Have a great time whatever you decide to do!!

Jason


----------



## mswalt

Jason,

The DW, two grandkids, and I are headed to the Guadalupe River RV Resort in Kerrville, Texas for the weekend. Previous plans fell through, but at least this resort has an indoor pool for the kids should the rain chances head our way.

Everyone, have a great weekend wherever you go and whatever you do!

Mark


----------



## camping479

We usually stay home over Memorial Day weekend and camp the following weekend. This year we can't so we're camping over the long weekend in Shartlesville, PA. Nothing fancy, just some R and R and a trip to Cabela's. We'll be heading out Saturday morning as the girls have plans to stay at a friends Friday night. I figure traffic will be at a minimum on Saturday morning and since we already paid for Friday night (3 night minimum on holiday weekends), we can get there as early as we want on Saturday morning.

Mike


----------



## Forgiven_One

We will be taking our new Outback for it's first outing to Rocks Pond on the Santee Cooper River in S.C. We have 5 campers heading out Friday afternoon for a long, relaxing weekend.

Everyone have a great weekend and be careful out there.


----------



## WillTy3

Jason

We are leaving for Lancaster, Pa on Wednesday.
Have fun in Va Beach.

Will


----------



## djd1023

Leavinf Friday around noon for the Beach Rose Rv Park in Salibury MA. Looks like the heater is going to be the most valuable piece of equipment in the Outback this weekend


----------



## jgerni

We will be going to New Holland, PA (Amish Country) for 6 days leaving on Monday the May 30th and staying at Spring Gulch. Plan to do some of the theme parks Dutch Wonderland and Hershey Park etc. Nice that the kids are not school age yet.

Jason, we stayed at Sandbridge Outdoor Resorts 2 years ago and it was a real treat. Probably one of the best campgrounds I have stayed at. The site we had #44 had a very large deck that you docked your camper up next to and was about 10 feet from the sound. Just fantastic views. Enjoy!


----------



## 4CHACS

Since we didn't know our daughters' softball scheule, we couldn't get reservations in a state park and then it was too late. We are going Saturday (Friday night softball!) to Pin Oak RV Park just 20 minutes from our home in St. Louis.
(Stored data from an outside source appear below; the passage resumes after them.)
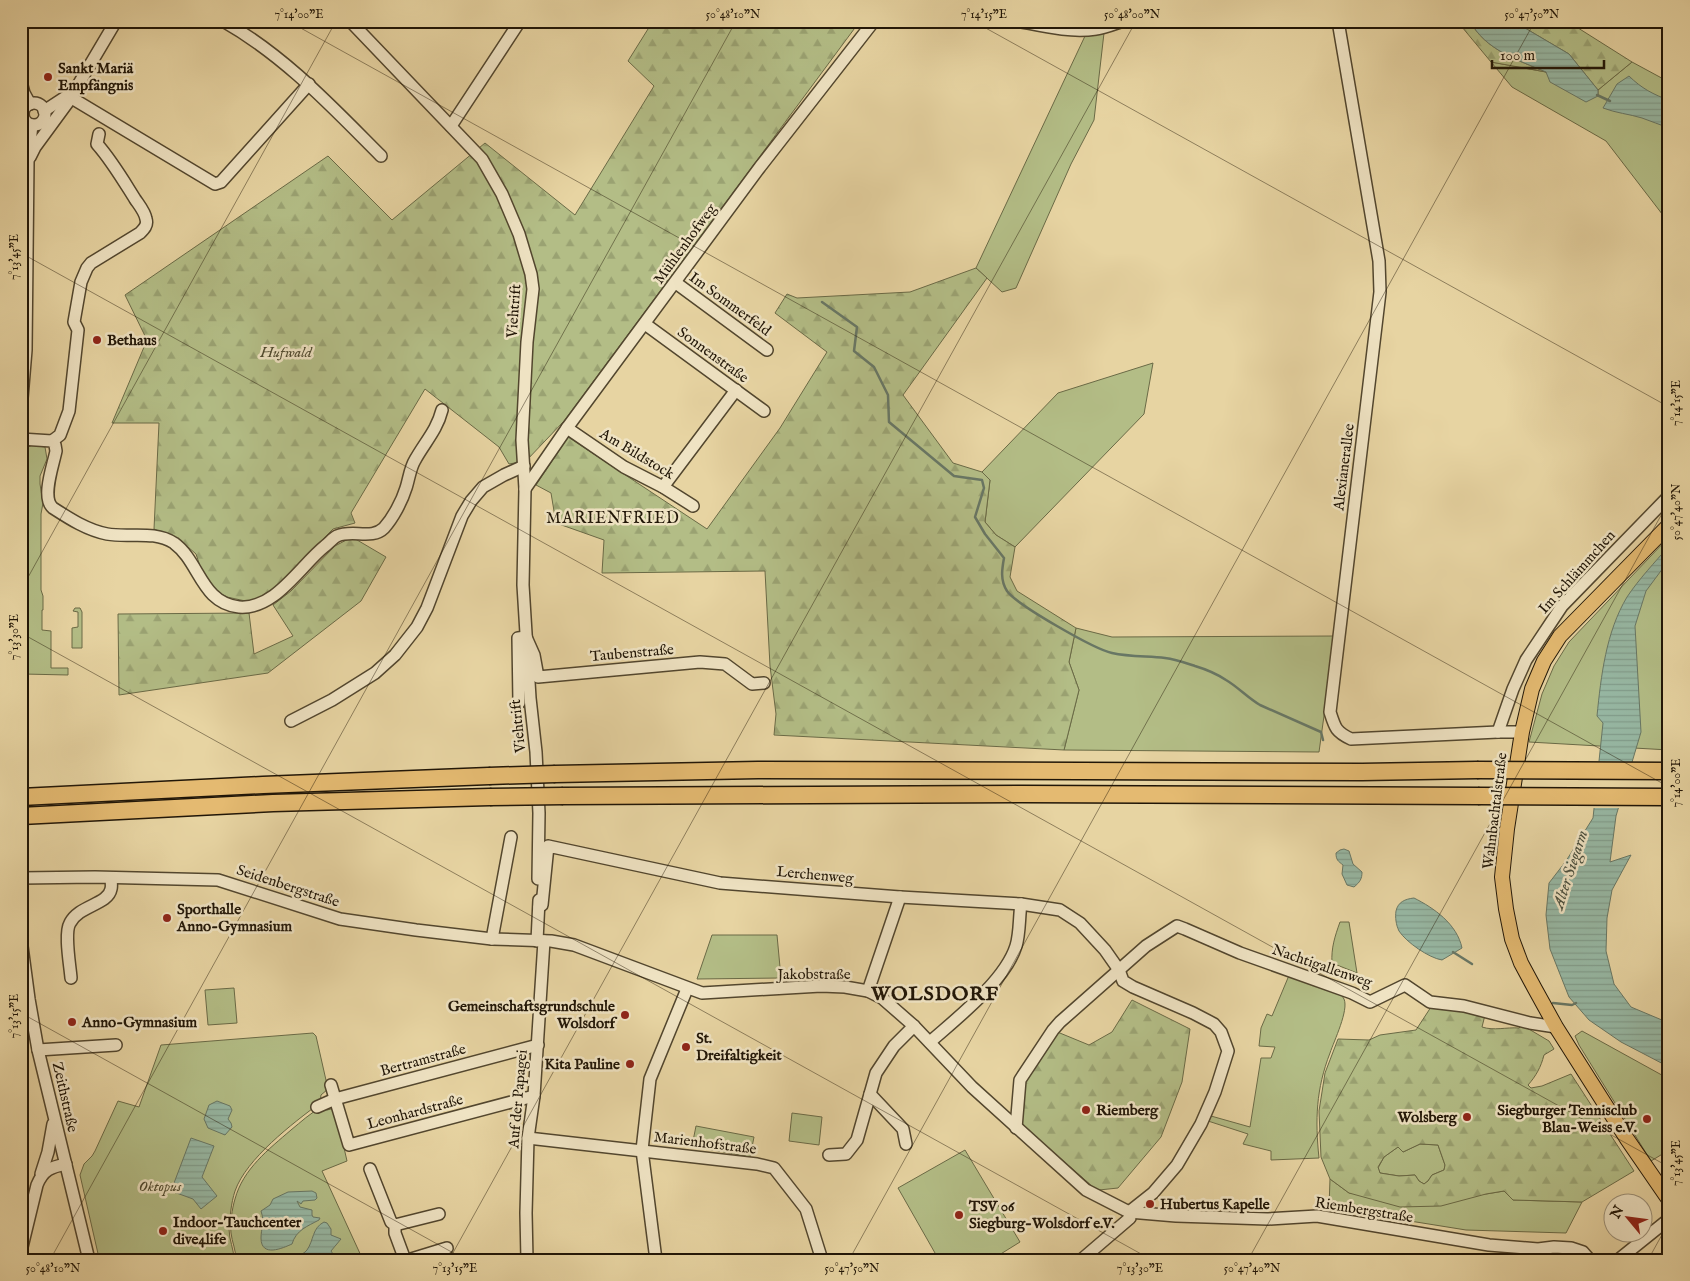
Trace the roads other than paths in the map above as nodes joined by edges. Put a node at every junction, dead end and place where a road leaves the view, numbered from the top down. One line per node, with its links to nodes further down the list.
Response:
1 (116, 21): 11 (street)
2 (223, 21): 10 (street)
3 (350, 21): 16 (street, Viehtrift)
4 (520, 21): 16 (street)
5 (874, 21): 20 (street, Mühlenhofweg)
6 (1017, 21): 7 (street)
7 (1123, 21)
8 (1338, 21): 41 (street, Alexianerallee)
9 (21, 82): 12 (street)
10 (309, 84): 11 (street); 18 (street)
11 (71, 95): 13 (street); 19 (street)
12 (30, 104): 13 (street); 14 (street)
13 (44, 111): 15 (street)
14 (22, 115): 15 (street)
15 (32, 125): 19 (street)
16 (451, 126): 31 (street, Viehtrift)
17 (99, 134): 30 (street)
18 (381, 156)
19 (28, 161): 22 (street)
20 (676, 283): 21 (street, Mühlenhofweg); 23 (street, Im Sommerfeld)
21 (645, 324): 24 (street, Sonnenstraße); 28 (street, Mühlenhofweg)
22 (24, 349): 25 (street)
23 (767, 350)
24 (736, 390): 27 (street, Sonnenstraße); 32 (street)
25 (21, 410)
26 (442, 410): 30 (street)
27 (764, 410)
28 (567, 428): 32 (street, Am Bildstock); 33 (street, Mühlenhofweg)
29 (21, 439): 30 (street)
30 (52, 441)
31 (524, 466): 33 (street, Viehtrift); 40 (street)
32 (663, 487): 35 (street, Am Bildstock)
33 (525, 489): 37 (street, Viehtrift)
34 (1669, 496): 41 (street, Im Schlämmchen)
35 (692, 506)
36 (1669, 525): 42 (main road, Wahnbachtalstraße)
37 (526, 637): 38 (street, Taubenstraße); 39 (street, Viehtrift); 46 (street, Viehtrift)
38 (764, 683)
39 (519, 703)
40 (291, 722)
41 (1498, 732): 42 (street, Alexianerallee)
42 (1522, 732): 63 (main road, Wahnbachtalstraße)
43 (1669, 771): 44 (highway, bridge)
44 (28, 797)
45 (1669, 797): 47 (highway, bridge)
46 (539, 813): 53 (street, Auf der Papagei)
47 (29, 816)
48 (511, 837): 55 (street)
49 (21, 878): 50 (street, Seidenbergstraße)
50 (111, 878): 55 (street, Seidenbergstraße); 58 (street)
51 (900, 897): 52 (street, Lerchenweg); 53 (street, Lerchenweg); 61 (street)
52 (1020, 904): 57 (street, Lerchenweg); 64 (street)
53 (539, 907): 56 (street, Auf der Papagei)
54 (21, 939): 59 (street, Zeithstraße)
55 (492, 939): 56 (street, Seidenbergstraße)
56 (540, 941): 60 (street, Jakobstraße); 66 (street, Auf der Papagei)
57 (1119, 970): 63 (street, Nachtigallenweg); 74 (street); 83 (street, Lerchenweg)
58 (71, 978)
59 (24, 984): 67 (street, Zeithstraße)
60 (687, 989): 61 (street, Jakobstraße); 77 (street)
61 (868, 991): 62 (street, Jakobstraße)
62 (914, 1026): 64 (street, Jakobstraße); 69 (street)
63 (1556, 1027): 82 (main road, Wahnbachtalstraße)
64 (930, 1042): 74 (street, Jakobstraße)
65 (116, 1045): 67 (street)
66 (538, 1045): 70 (street, Auf der Papagei); 71 (street, Bertramstraße)
67 (38, 1050): 73 (street, Zeithstraße)
68 (331, 1085): 71 (street)
69 (870, 1094): 76 (street); 78 (street)
70 (534, 1096): 71 (street, Leonhardstraße); 75 (street, Auf der Papagei)
71 (335, 1099): 72 (street, Bertramstraße)
72 (317, 1107)
73 (54, 1120): 79 (street, Zeithstraße); 81 (street)
74 (1016, 1128): 83 (street, Jakobstraße)
75 (528, 1138): 77 (street, Marienhofstraße); 92 (street, Auf der Papagei)
76 (906, 1144)
77 (642, 1150): 89 (street, Marienhofstraße); 93 (street)
78 (829, 1155)
79 (66, 1164): 81 (street); 90 (street, Zeithstraße)
80 (370, 1170): 86 (street)
81 (41, 1176): 87 (street)
82 (1669, 1200)
83 (1129, 1212): 94 (street, Lerchenweg); 95 (street, Riembergstraße)
84 (440, 1214): 86 (street)
85 (1669, 1220): 96 (street)
86 (395, 1225): 91 (street)
87 (22, 1245)
88 (447, 1248): 91 (street)
89 (819, 1259)
90 (89, 1260)
91 (406, 1260)
92 (527, 1260)
93 (656, 1260)
94 (1081, 1260)
95 (1590, 1260)
96 (1618, 1260)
It looks very kid/family friendly with pool, mini golf, playground and fishing lake.

Actually, I wouldn't care if we camped in a parking lot this weekend, I just want away from the chaos of the last 2 weeks of school, birthdays, sleepovers, softball, and on and on and on!!!!

Hope everyone has a fun and safe holiday!

Ron, Tina, Meghan, Emily


----------



## California Jim

Staying Home







Mainly because we are gone the following 3 weekends and then a full week to June Lake. Camping 13 days in June. Woo Hoo!


----------



## hatcityhosehauler

I'll be going to work!









Tim


----------



## Mgonzo2u

http://www.outbackers.com/forums/index.php...580&#entry37580


----------



## winkhink

Heading to Homer, Alaska for a little King Salmon fishing

Only 3 hours away


----------



## HootBob

Ha Mike give us a yell
we going to Twin Grove about 40 mins on I81 from Shartlesville.
Maybe get together a night
Don't forget to let us know how they are, since their under new ownership?
Don


----------



## 76 cougar

Going to Hanna park n.e. florida.100 yards off the beach and under big oaks. Great place If the hurricanes left any beach.
Lawton


----------



## drobe5150

hi jason action .

cassini ranch cg on the russian river,northern california







.

we have been going there 10 years now, will be the first time there with the outback. can't wait to see the looks on peoples faces when we pull in.

















































.

darrel


----------



## Oregon_Camper

We leave Friday!!

Going to a very remote lake here in Oregon call Wickiup. Nothing there! No water, no power, no toilets, nothing! We love this place. Kids can do what ever they want..we see on average of 15-20 eagles a day. Awesome!!


----------



## okgwarden

I'll be out on the lakes working, just like the past 29 Memorial Days I have worked. Life as a Game Warden means you work every holiday.


----------



## Sidewinder

The Sidewinder crew will be headed back to Bethpage Campground in Urbanna, VA. This was the site of the MidAtlantic Outbackers Rally back in April. We planned this one in January to hook up with some old friends. Should be a great time.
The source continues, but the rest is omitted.